— PROBLEM STATEMENT —
Skipping any pictures, give all of the records below again exactly.

---------- TASK DATA

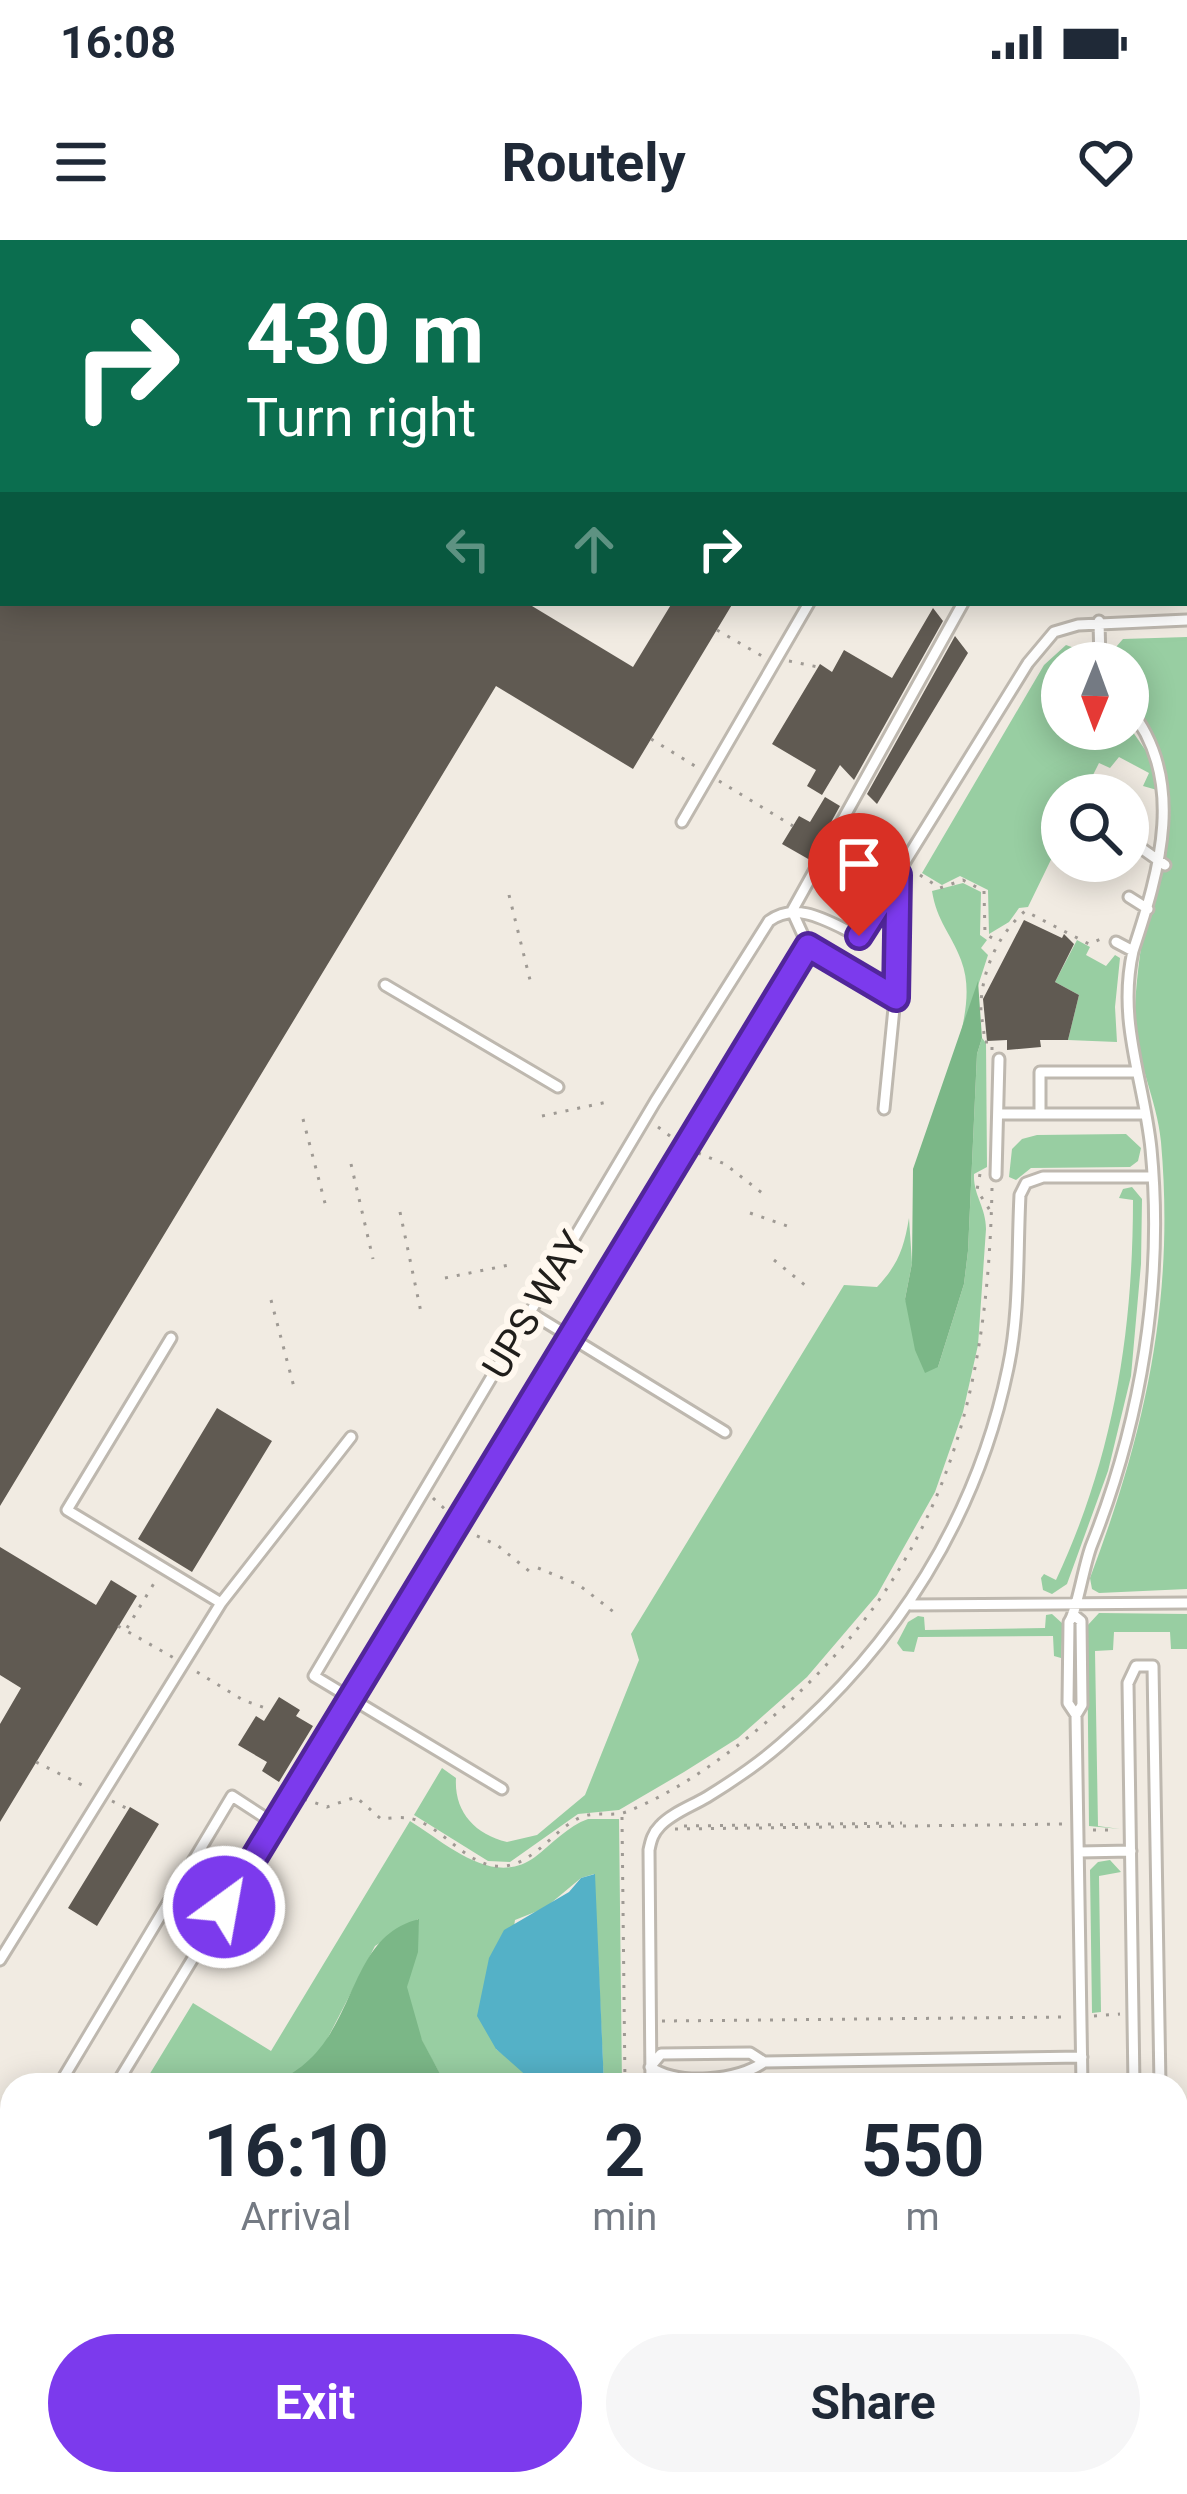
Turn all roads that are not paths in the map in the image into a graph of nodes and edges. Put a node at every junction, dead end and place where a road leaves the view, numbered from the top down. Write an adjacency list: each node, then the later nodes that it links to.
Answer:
1 (806, 606): 9 (lane)
2 (961, 606): 15 (lane, UPS WAY)
3 (1187, 620): 4 (lane)
4 (1099, 621): 5 (lane); 12 (lane)
5 (1100, 642)
6 (1149, 733): 8 (lane)
7 (1154, 806): 8 (lane)
8 (1170, 815): 11 (lane)
9 (682, 822)
10 (1149, 854): 11 (lane)
11 (1165, 865): 14 (lane)
12 (898, 875): 15 (lane); 20 (lane)
13 (1129, 897): 14 (lane)
14 (1148, 909): 18 (lane)
15 (792, 910): 17 (lane); 30 (lane, UPS WAY)
16 (1110, 940): 18 (lane)
17 (808, 946): 20 (lane); 32 (lane, UPS WAY)
18 (1133, 951): 22 (lane)
19 (385, 985): 23 (lane)
20 (896, 998): 24 (lane)
21 (999, 1059): 25 (lane)
22 (1135, 1072): 26 (lane); 27 (lane)
23 (559, 1088)
24 (884, 1109)
25 (998, 1114): 26 (lane); 28 (lane)
26 (1040, 1114): 27 (lane)
27 (1143, 1114): 29 (lane)
28 (996, 1175)
29 (1152, 1177): 37 (lane); 38 (lane)
30 (531, 1313): 32 (lane); 39 (lane, UPS WAY)
31 (171, 1338): 35 (lane)
32 (570, 1338): 33 (lane); 39 (lane, UPS WAY)
33 (725, 1432)
34 (351, 1437): 35 (lane)
35 (220, 1603): 46 (lane)
36 (1187, 1603): 38 (lane)
37 (911, 1605): 38 (lane); 49 (lane)
38 (1076, 1610): 45 (lane)
39 (351, 1699): 42 (lane, UPS WAY); 43 (lane, UPS WAY)
40 (1130, 1754): 41 (lane); 41 (lane); 44 (lane)
41 (1154, 1754): 57 (lane)
42 (502, 1789)
43 (275, 1824): 50 (lane); 51 (lane, UPS WAY)
44 (1131, 1851): 45 (lane); 56 (lane)
45 (1078, 1852): 47 (lane)
46 (0, 1960)
47 (1082, 2057): 48 (lane); 55 (lane)
48 (764, 2062): 49 (lane); 54 (lane)
49 (650, 2067): 52 (lane); 53 (lane)
50 (65, 2073)
51 (123, 2073)
52 (650, 2073)
53 (659, 2073)
54 (747, 2073)
55 (1082, 2073)
56 (1134, 2073)
57 (1160, 2073)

--------------------

— RESULT FOR THIS TASK —
Turn all roads that are not paths in the map in the image into a graph of nodes and edges. Put a node at every junction, dead end and place where a road leaves the view, numbered from the top down. Write an adjacency list: each node, then the later nodes that it links to.
Answer:
1 (806, 606): 9 (lane)
2 (961, 606): 15 (lane, UPS WAY)
3 (1187, 620): 4 (lane)
4 (1099, 621): 5 (lane); 12 (lane)
5 (1100, 642)
6 (1149, 733): 8 (lane)
7 (1154, 806): 8 (lane)
8 (1170, 815): 11 (lane)
9 (682, 822)
10 (1149, 854): 11 (lane)
11 (1165, 865): 14 (lane)
12 (898, 875): 15 (lane); 20 (lane)
13 (1129, 897): 14 (lane)
14 (1148, 909): 18 (lane)
15 (792, 910): 17 (lane); 30 (lane, UPS WAY)
16 (1110, 940): 18 (lane)
17 (808, 946): 20 (lane); 32 (lane, UPS WAY)
18 (1133, 951): 22 (lane)
19 (385, 985): 23 (lane)
20 (896, 998): 24 (lane)
21 (999, 1059): 25 (lane)
22 (1135, 1072): 26 (lane); 27 (lane)
23 (559, 1088)
24 (884, 1109)
25 (998, 1114): 26 (lane); 28 (lane)
26 (1040, 1114): 27 (lane)
27 (1143, 1114): 29 (lane)
28 (996, 1175)
29 (1152, 1177): 37 (lane); 38 (lane)
30 (531, 1313): 32 (lane); 39 (lane, UPS WAY)
31 (171, 1338): 35 (lane)
32 (570, 1338): 33 (lane); 39 (lane, UPS WAY)
33 (725, 1432)
34 (351, 1437): 35 (lane)
35 (220, 1603): 46 (lane)
36 (1187, 1603): 38 (lane)
37 (911, 1605): 38 (lane); 49 (lane)
38 (1076, 1610): 45 (lane)
39 (351, 1699): 42 (lane, UPS WAY); 43 (lane, UPS WAY)
40 (1130, 1754): 41 (lane); 41 (lane); 44 (lane)
41 (1154, 1754): 57 (lane)
42 (502, 1789)
43 (275, 1824): 50 (lane); 51 (lane, UPS WAY)
44 (1131, 1851): 45 (lane); 56 (lane)
45 (1078, 1852): 47 (lane)
46 (0, 1960)
47 (1082, 2057): 48 (lane); 55 (lane)
48 (764, 2062): 49 (lane); 54 (lane)
49 (650, 2067): 52 (lane); 53 (lane)
50 (65, 2073)
51 (123, 2073)
52 (650, 2073)
53 (659, 2073)
54 (747, 2073)
55 (1082, 2073)
56 (1134, 2073)
57 (1160, 2073)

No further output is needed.